In the first ever group-acquittal since the Trinamool Congress (TMC) came to power in 2011, as many as 10 political prisoners were acquitted on Tuesday night by a Ranaghat district court in south Bengal.

All the activists were allegedly working for the outlawed CPI(Maoist) in Nadia District in south-central Bengal and had been languishing in various jails for nearly 10 years. They were charged under the Arms Act of 1959 and various sections of the IPC. However, none of the charges was established and thus all the activists were acquitted by the (Addl.) District and Sessions Judge, Rupanjana Chakravarty.

Ajit Chakravarty, Pradeep Chatterjee, Lata Murmu, Gupi Das, Haidar Ali Chowdhury, Paresh Tirkey and Mongal Mondal were released. “Rina Sarkar, Prasanta Das and Aloke Debnath got bail in other cases but the release orders have not reached the jail authorities,” said Prasanta Haldar, a rights activist, representing Committee for the Release of Political Prisoners (CRPP).

The oldest among the acquitted activists, 72-year-old Ajit Chakravarty, was once acquitted by the Left Front government soon after it came to power in 1977. In fact, Left Front had withdrawn all charges against the political prisoners after assuming power, when Mr. Chakravarty was released.
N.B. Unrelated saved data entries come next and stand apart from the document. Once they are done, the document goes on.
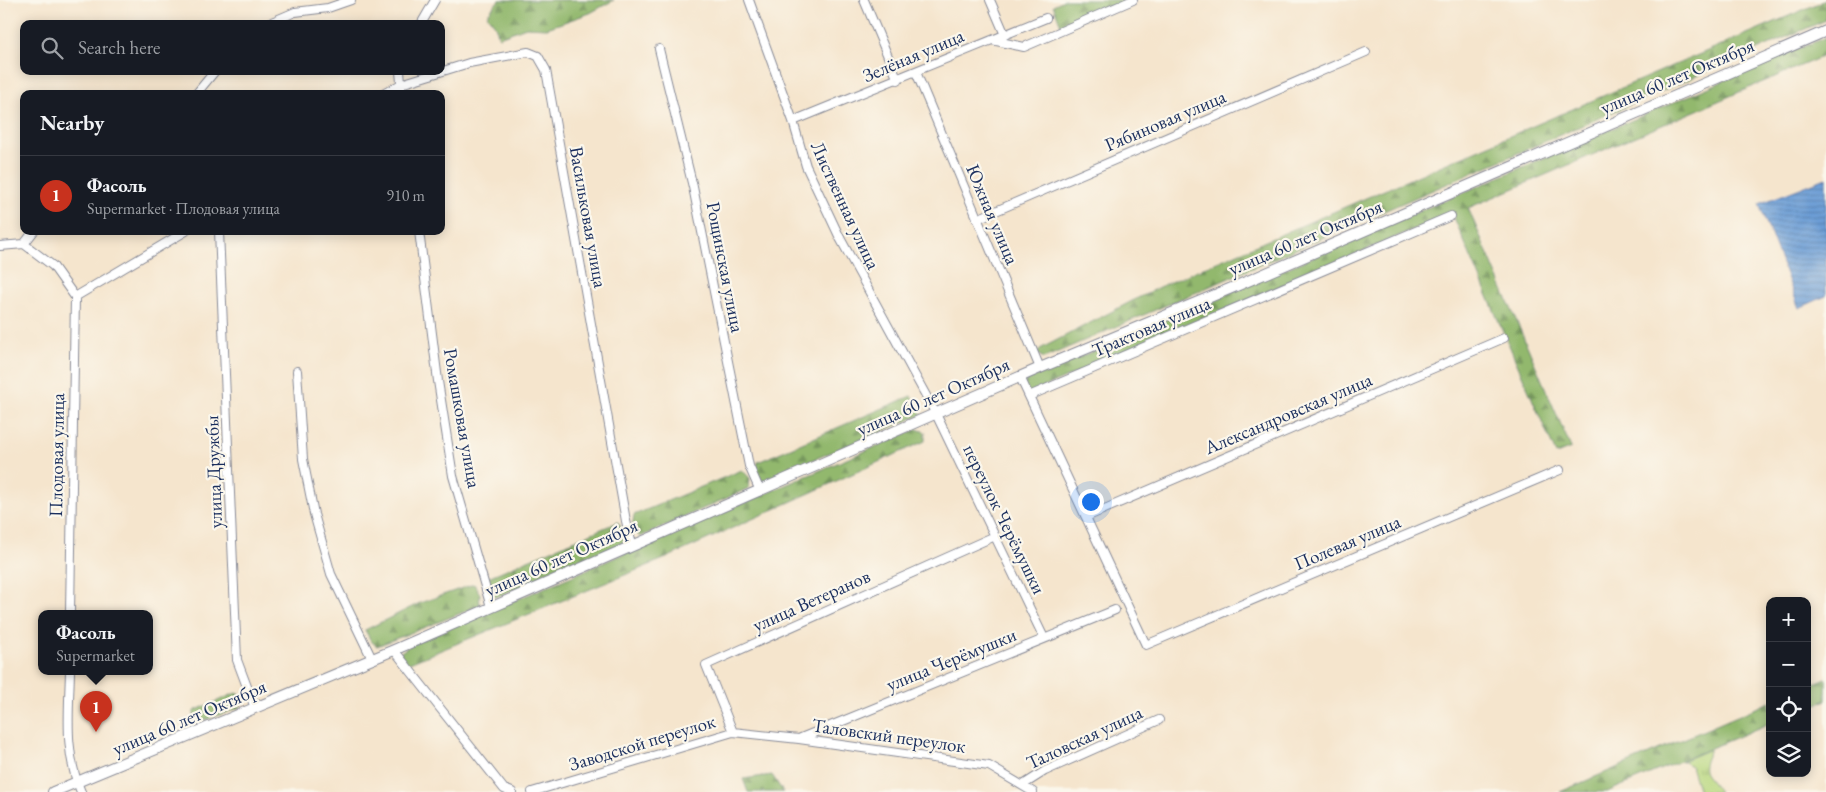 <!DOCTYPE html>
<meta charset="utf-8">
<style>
:root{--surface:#171b24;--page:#242831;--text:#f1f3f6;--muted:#9ea1a6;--line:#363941;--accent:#c8321e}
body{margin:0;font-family:"EB Garamond",serif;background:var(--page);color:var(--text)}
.controls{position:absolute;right:15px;bottom:15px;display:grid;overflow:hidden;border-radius:10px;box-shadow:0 2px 12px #0003}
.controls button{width:45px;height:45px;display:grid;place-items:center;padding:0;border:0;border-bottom:1px solid var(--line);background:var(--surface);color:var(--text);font:25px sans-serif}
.you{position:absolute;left:1090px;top:501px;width:18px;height:18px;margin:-12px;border:4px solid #fff;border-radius:50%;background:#1a73e8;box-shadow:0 0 0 8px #1a73e833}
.badge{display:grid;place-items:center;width:32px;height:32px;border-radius:50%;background:var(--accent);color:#fff;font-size:16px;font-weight:700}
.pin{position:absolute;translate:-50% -41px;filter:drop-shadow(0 1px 2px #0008)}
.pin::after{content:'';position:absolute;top:26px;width:18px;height:15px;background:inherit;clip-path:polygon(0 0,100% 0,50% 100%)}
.popup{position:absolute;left:38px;top:610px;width:115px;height:65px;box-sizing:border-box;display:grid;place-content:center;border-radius:10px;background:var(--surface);filter:drop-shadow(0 1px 4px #0005);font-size:16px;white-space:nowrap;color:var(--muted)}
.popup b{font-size:19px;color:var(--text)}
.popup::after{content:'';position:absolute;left:50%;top:100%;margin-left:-10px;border:10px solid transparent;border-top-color:var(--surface)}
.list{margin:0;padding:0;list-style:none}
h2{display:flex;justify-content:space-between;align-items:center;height:65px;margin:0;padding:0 20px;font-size:21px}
h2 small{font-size:16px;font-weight:400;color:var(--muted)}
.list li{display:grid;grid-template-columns:32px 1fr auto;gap:15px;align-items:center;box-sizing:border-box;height:80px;padding:0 20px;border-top:1px solid var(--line)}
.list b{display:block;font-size:19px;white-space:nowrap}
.list p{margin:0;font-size:16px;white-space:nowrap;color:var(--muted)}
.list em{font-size:16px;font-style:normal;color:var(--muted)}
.icon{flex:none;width:28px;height:28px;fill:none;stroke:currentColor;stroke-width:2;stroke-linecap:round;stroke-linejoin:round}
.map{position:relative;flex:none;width:1826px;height:792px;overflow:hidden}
.search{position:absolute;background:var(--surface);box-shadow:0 2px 12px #0003;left:20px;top:20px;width:425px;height:55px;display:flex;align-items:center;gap:12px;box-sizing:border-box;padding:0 18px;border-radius:10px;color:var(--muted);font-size:19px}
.panel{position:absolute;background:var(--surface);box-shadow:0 2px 12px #0003;left:20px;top:90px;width:425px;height:145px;border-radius:10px}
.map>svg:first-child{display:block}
.grass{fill:url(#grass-tufts);stroke:#6a836e}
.forest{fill:url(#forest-firs);stroke:#567466}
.water{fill:url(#water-rules);stroke:#42669a}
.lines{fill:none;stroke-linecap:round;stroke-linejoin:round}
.minor-casing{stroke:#888a96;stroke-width:10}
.tertiary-casing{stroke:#888a96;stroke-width:12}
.minor{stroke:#fff;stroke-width:8}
.tertiary{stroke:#fff;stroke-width:10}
.labels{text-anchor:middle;stroke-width:4.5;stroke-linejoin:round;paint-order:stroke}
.street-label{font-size:19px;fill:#1b2f5e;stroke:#fbf7ec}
</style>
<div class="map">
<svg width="1826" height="792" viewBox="0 0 1826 792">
<defs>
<pattern id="grass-tufts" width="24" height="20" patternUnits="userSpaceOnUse" patternTransform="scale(1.25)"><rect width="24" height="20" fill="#b8d77e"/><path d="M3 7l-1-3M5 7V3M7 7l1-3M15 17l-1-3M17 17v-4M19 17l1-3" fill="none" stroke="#9eb96f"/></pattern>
<pattern id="forest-firs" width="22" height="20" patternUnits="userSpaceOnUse" patternTransform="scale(1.25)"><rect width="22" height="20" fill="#92b86d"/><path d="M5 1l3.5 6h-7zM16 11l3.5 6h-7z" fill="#76965d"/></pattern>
<pattern id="water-rules" width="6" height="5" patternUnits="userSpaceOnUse" patternTransform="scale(1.25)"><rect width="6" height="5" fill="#6a9cd5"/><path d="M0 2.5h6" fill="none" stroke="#5680b0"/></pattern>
</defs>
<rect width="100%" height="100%" fill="#fbf7ec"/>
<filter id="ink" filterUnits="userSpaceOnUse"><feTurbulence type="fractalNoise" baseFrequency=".02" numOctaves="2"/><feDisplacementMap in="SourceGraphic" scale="10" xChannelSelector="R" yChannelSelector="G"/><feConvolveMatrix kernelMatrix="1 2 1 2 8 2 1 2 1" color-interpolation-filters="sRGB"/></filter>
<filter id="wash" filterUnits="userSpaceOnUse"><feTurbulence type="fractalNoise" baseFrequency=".0096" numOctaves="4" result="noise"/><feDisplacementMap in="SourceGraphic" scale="20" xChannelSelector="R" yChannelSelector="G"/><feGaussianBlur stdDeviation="1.12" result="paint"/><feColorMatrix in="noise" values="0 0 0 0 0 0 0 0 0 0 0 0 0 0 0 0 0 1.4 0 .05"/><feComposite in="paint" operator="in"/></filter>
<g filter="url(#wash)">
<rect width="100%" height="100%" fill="#f5e5cd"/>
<path class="grass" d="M1710,749c-13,28 -4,21 9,43h-20l-8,-26 -9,-5z"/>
<path class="forest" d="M499,0h115l-24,13 -43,15 -21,-1 -27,10 -4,-12 -8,-10z
M1064,0h62l-64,28 -9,-23z
M1826,0v20l-782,338 -7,-4 3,-5 119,-62z
M1826,37v18l-358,153 103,240 -15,6 -104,-241 -422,180 -7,-7 3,-6z
M911,396l10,12v7l-159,66 -6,-10 2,-9z
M917,429l8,3v9l-261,118 -257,105 -7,-11 10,-8z
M742,470l8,8 -1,10 -109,49 -8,-9 2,-13z
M618,522l6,10 -1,11 -127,54 -8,-8v-12z
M474,584l6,10 -1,12 -102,40 -6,-5 -6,-11 55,-27z
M1826,678v22l-19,8v-22z
M236,693l10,4 -7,11 -37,13 -8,-2v-8z
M1770,702v21l-163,69h-47z
M772,775l11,17h-35l-5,-13z"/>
<path class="water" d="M1826,178v118l-27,12 -40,-104z"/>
</g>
<g filter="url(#ink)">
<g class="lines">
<g class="minor-casing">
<path id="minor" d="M749,0l44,121 13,45 34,72 96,176 108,224
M864,0l34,80
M990,0l15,35
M267,24l28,-12 33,-4 23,-8
M421,24l14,-24
M992,40l32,7 109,-47
M659,49l34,138 56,279 11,25
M400,71l2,23
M916,72l124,296
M196,94l19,-23
M383,94l18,-10 68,-21 59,-11 10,4 8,14 80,451 6,24
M793,121l253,-103
M977,219l389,-167
M219,231l18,429 18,48
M419,231l19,150 15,95 38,131
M24,244l10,-13
M0,246l24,-2 29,22 22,31
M75,297l111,-66
M297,371l6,88 11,55 17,60 41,85
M1020,377l126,268 414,-175
M1029,396l422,-180
M1086,517l418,-179
M70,613l5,-316
M394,650l110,139 8,3
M70,671c-1,42 -6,81 11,121
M733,732l-27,-67 289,-129
M801,738l314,-128
M1023,785l22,-14 114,-51
M532,792l201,-60 66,7 190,27 44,26"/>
</g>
<g class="tertiary-casing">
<path id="tertiary" d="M53,792l341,-142 646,-282 194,-81 592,-256"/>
</g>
<use href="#minor" class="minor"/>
<use href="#tertiary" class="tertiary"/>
</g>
</g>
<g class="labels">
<g class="street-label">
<text transform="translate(913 55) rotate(-23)" y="7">Зелёная улица</text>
<text transform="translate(1677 76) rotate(-23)" y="7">улица 60 лет Октября</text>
<text transform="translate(1165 120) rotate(-23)" y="7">Рябиновая улица</text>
<text transform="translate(846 205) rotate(65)" y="7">Лиственная улица</text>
<text transform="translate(993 214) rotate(67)" y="7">Южная улица</text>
<text transform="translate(589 217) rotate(80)" y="7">Васильковая улица</text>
<text transform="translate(1305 237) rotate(-23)" y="7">улица 60 лет Октября</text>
<text transform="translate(726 267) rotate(79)" y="7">Рощинская улица</text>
<text transform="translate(1151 326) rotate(-23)" y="7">Трактовая улица</text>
<text transform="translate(933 396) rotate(-24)" y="7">улица 60 лет Октября</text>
<text transform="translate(1288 413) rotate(-23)" y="7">Александровская улица</text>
<text transform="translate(463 418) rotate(80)" y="7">Ромашковая улица</text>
<text transform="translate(56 455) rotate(-89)" y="7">Плодовая улица</text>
<text transform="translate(213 472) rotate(-92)" y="7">улица Дружбы</text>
<text transform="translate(1005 519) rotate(64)" y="7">переулок Черёмушки</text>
<text transform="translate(1347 542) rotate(-23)" y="7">Полевая улица</text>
<text transform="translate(561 557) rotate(-24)" y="7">улица 60 лет Октября</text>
<text transform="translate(811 600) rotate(-24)" y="7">улица Ветеранов</text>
<text transform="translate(951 659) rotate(-22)" y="7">улица Черёмушки</text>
<text transform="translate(189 717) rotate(-23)" y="7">улица 60 лет Октября</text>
<text transform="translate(889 735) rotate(8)" y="7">Таловский переулок</text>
<text transform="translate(1084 737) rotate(-25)" y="7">Таловская улица</text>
<text transform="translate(642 742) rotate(-17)" y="7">Заводской переулок</text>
</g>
</g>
</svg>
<div class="controls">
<button>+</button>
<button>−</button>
<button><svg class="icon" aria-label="locate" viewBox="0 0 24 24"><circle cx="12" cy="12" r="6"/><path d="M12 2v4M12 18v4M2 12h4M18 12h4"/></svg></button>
<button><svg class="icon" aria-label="layers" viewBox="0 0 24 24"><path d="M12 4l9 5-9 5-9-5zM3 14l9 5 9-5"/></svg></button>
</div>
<div class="you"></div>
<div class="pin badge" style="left:96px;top:732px">1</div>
<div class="popup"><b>Фасоль</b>Supermarket</div>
<div class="search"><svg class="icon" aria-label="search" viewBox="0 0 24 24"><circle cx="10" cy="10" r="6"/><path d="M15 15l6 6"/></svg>Search here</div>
<section class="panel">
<h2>Nearby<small></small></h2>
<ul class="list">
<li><span class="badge">1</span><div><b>Фасоль</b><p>Supermarket · Плодовая улица</p></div><em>910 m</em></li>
</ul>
</section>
</div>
Before coming to power the TMC government made similar promises but withdrew cases against only four political prisoners. While more than 50 political prisoners were released on bail, cases were not withdrawn. In fact, TMC even retracted the status of a political prisoner, granted by the Left Front government, to a detainee, by passing an amendment Section 24 of the West Bengal Correctional Services Act of 1992 passed by the earlier Left Front government.

The West Bengal government has curbed “the rights of political prisoners by making an amendment to Section 24,” wrote Professor Amit Bhattacharya, an observer of Naxalite movement in the State, in one of his papers. Mr. Haldar said that the government is now fighting “tooth and nail” in the Supreme Court to get the status of political prisoners granted to some of the alleged Maoist activists by the Calcutta High Court revoked.

“Some of the activists like Gaur Chakravarty or Sadanala Ramakrishna (still in jail) were arrested before the 1992 Act was amended and now the State government is even trying to withdraw the few facilities provided to a political prisoner,” said Mr. Haldar.